La CEDH estime que cela implique le droit à une « audience » (Fredin c. Suède (n°2), §§ 21-22), même s’il y a des exceptions dans certaines matières, par exemple lorsque le requérant demande à ce que l’audience soit tenue à huis-clos.
Assistance juridique et le temps et les facilités nécessaires pour préparer la défense
L’article 6 de la Convention dispose que toute personne a le droit « d’être défendue par un avocat ». De plus, la personne accusée doit avoir le temps et les moyens de préparer sa défense, notamment de recevoir « l’assistance d’un défenseur de son choix » ou d’un interprète au besoin.
La CEDH a d’ailleurs expliqué que ce droit à l’assistance juridique va dépendre de plusieurs éléments (https://rm.coe.int/1680304c4d, page 17.), notamment :
- « La gravité de l’enjeu pour le requérant (Steel et Morris c. Royaume-Uni, § 61 ; P., C. et S. c. Royaume-Uni, § 100) » ;
- « La complexité du droit ou de la procédure applicable (Airey c. Irlande, § 24) » ;
- « La capacité du justiciable de présenter effectivement sa cause seul (McVicar c. Royaume-Uni, §§ 48-62 ; Steel et Morris c. Royaume-Uni, § 61) »
- « L’existence d’une obligation légale de représentation par avocat (Airey c. Irlande, § 26 ; Gnahoré c. France, § 41 in fine) ».
Le délai raisonnable de la procédure
La CEDH a estimé que ce délai n’est pas fixe et doit s’apprécier « suivant les circonstances de la cause », en considérant « la complexité de l’affaire, le comportement du requérant et celui des autorités compétentes » (Goetschy c. France, §29).
Quels sont les recours possibles en cas de violation du droit à un procès équitable ?
I- Les recours internes pour contester une violation du droit à un procès équitable
Au niveau national, il est possible de contester un dépassement du délai raisonnable via une procédure particulière.
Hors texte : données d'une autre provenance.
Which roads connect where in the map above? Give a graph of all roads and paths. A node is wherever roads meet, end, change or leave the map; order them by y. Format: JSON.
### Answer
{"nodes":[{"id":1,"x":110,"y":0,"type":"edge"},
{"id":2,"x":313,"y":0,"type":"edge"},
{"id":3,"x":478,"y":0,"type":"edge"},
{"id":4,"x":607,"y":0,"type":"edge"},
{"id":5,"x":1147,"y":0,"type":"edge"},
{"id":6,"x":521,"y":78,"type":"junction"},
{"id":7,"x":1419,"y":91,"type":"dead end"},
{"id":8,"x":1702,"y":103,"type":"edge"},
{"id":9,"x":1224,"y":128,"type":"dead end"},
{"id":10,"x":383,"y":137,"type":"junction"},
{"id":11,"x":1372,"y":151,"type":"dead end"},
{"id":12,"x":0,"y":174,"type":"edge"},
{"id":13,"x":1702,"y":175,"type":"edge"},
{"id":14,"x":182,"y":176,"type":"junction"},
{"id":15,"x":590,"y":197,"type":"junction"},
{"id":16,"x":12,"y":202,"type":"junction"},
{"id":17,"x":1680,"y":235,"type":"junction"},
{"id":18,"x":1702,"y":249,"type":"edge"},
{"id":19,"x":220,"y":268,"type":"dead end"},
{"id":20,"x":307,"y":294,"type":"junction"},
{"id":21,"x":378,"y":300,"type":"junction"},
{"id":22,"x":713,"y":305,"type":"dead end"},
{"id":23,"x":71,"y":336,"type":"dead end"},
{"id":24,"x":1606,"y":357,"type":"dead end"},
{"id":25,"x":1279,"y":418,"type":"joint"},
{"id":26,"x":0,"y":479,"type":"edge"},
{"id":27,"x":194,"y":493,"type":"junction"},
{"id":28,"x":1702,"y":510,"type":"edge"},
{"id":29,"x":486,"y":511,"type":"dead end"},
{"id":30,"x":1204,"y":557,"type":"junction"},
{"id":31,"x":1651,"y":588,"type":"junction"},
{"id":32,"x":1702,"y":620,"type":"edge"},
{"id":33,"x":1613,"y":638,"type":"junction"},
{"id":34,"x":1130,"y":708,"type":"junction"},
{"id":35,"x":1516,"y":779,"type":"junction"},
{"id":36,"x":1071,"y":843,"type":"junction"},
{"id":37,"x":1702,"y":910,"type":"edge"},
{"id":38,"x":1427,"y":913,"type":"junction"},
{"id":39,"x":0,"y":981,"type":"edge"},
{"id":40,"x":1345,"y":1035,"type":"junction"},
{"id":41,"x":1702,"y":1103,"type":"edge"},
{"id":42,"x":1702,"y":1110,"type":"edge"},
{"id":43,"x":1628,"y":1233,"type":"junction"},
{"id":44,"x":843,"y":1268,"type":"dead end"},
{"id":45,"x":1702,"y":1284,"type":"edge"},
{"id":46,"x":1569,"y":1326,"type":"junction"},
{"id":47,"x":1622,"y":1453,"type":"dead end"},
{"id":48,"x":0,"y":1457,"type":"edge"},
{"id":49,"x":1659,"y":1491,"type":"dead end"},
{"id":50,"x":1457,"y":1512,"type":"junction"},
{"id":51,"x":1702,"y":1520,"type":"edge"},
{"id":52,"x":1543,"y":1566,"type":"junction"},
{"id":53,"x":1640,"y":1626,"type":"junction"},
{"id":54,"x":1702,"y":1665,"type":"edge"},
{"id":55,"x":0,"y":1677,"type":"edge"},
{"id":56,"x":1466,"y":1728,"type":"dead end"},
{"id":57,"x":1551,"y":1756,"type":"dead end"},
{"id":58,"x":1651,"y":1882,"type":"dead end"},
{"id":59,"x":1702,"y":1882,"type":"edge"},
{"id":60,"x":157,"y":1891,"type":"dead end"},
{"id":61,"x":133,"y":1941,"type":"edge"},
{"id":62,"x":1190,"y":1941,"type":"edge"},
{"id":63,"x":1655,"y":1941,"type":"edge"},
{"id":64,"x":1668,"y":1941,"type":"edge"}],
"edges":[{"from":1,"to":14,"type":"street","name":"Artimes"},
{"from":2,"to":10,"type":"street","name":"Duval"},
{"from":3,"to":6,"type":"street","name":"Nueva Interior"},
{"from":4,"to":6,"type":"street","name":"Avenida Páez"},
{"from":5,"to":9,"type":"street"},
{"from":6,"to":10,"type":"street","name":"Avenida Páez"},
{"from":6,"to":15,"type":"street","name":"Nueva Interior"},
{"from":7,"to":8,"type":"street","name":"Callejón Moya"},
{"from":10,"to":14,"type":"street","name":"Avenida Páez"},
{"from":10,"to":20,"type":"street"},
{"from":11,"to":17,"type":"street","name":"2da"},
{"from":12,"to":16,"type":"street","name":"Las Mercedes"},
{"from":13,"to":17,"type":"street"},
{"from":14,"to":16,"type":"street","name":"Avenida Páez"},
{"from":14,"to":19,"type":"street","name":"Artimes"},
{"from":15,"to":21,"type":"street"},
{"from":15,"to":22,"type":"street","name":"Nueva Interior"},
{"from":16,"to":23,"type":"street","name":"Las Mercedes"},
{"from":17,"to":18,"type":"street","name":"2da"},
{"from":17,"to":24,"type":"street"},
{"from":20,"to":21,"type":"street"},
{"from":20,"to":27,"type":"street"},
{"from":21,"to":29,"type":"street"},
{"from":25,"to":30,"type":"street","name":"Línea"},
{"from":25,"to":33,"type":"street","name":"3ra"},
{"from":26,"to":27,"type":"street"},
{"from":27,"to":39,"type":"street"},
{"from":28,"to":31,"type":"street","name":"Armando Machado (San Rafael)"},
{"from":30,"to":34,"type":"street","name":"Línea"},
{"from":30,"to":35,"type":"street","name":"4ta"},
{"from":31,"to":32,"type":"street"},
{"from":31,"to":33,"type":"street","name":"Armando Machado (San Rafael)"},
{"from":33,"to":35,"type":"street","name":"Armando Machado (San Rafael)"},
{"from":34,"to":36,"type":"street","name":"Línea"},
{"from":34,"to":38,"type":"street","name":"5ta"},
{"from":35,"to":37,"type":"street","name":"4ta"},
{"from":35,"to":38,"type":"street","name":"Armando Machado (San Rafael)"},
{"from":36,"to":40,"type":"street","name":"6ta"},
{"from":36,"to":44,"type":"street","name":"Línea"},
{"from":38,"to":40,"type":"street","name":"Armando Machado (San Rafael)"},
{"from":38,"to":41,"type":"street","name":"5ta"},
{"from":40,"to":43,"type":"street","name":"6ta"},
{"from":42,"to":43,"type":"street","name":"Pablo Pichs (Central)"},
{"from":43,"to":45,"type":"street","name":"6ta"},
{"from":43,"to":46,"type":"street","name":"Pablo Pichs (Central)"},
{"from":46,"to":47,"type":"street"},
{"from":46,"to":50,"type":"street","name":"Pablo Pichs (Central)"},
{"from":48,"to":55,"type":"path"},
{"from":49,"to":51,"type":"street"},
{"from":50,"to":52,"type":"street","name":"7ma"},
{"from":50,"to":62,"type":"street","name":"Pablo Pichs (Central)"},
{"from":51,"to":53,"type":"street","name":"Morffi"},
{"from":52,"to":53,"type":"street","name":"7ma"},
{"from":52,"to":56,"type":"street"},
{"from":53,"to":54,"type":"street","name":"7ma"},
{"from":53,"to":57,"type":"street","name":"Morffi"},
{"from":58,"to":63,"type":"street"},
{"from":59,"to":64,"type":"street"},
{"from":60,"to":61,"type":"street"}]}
Il faut engager une procédure devant le Tribunal judiciaire de Paris contre l’agent judiciaire de l’État.
En ce qui concerne les autres composantes du procès équitable vus plus haut, elles pourront être soulevées par les parties devant toutes les juridictions, y compris la Cour de cassation.
II- Les recours auprès de la CEDH
A) Conditions de recevabilité de la requête auprès de la CEDH
1- L’épuisement des voies de recours internes
Afin d’introduire une requête à la CEDH, il est nécessaire d’avoir épuisé les voies de recours internes en vertu de l’article 35 de la Convention EDH.
Cela signifie que vous devez d’abord avoir saisi le juge français, fait appel de la décision et qu’en dernier ressort, la Cour de cassation (en matière judiciaire) ou le Conseil d’Etat (en matière administrative) ne vous a pas donné gain de cause.
Il faudra également soulever devant ces juridictions les griefs que vous comptez porter devant la CEDH.
La CEDH intervient alors en dernier recours.
2- Délai de 4 mois à compter de la date de la notification de la décision finale par une juridiction interne
Le délai court à compter de la date de la notification de la décision finale.
C’est pourquoi il est crucial de former sa requête dans les 4 mois qui suivent la décision.
Autrement la requête sera déclarée irrecevable par la CEDH selon l’article 35§1 de la Convention.
3- La qualité de victime
La personne formant le recours devant la CEDH doit être la victime directe ou justifier d’un lien suffisamment important avec celle-ci pour être fondée à former la requête pour elle (Centre de ressources juridiques au nom de Valentin Câmpeanu c. Roumanie [GC].
La CEDH juge que le requérant doit avoir un intérêt direct à exiger des autorités publiques l’adoption de mesures protectrices (CEDH, GC, déc., 9 avril 2024, Duarte Agostinho c. Portugal et 32 autres).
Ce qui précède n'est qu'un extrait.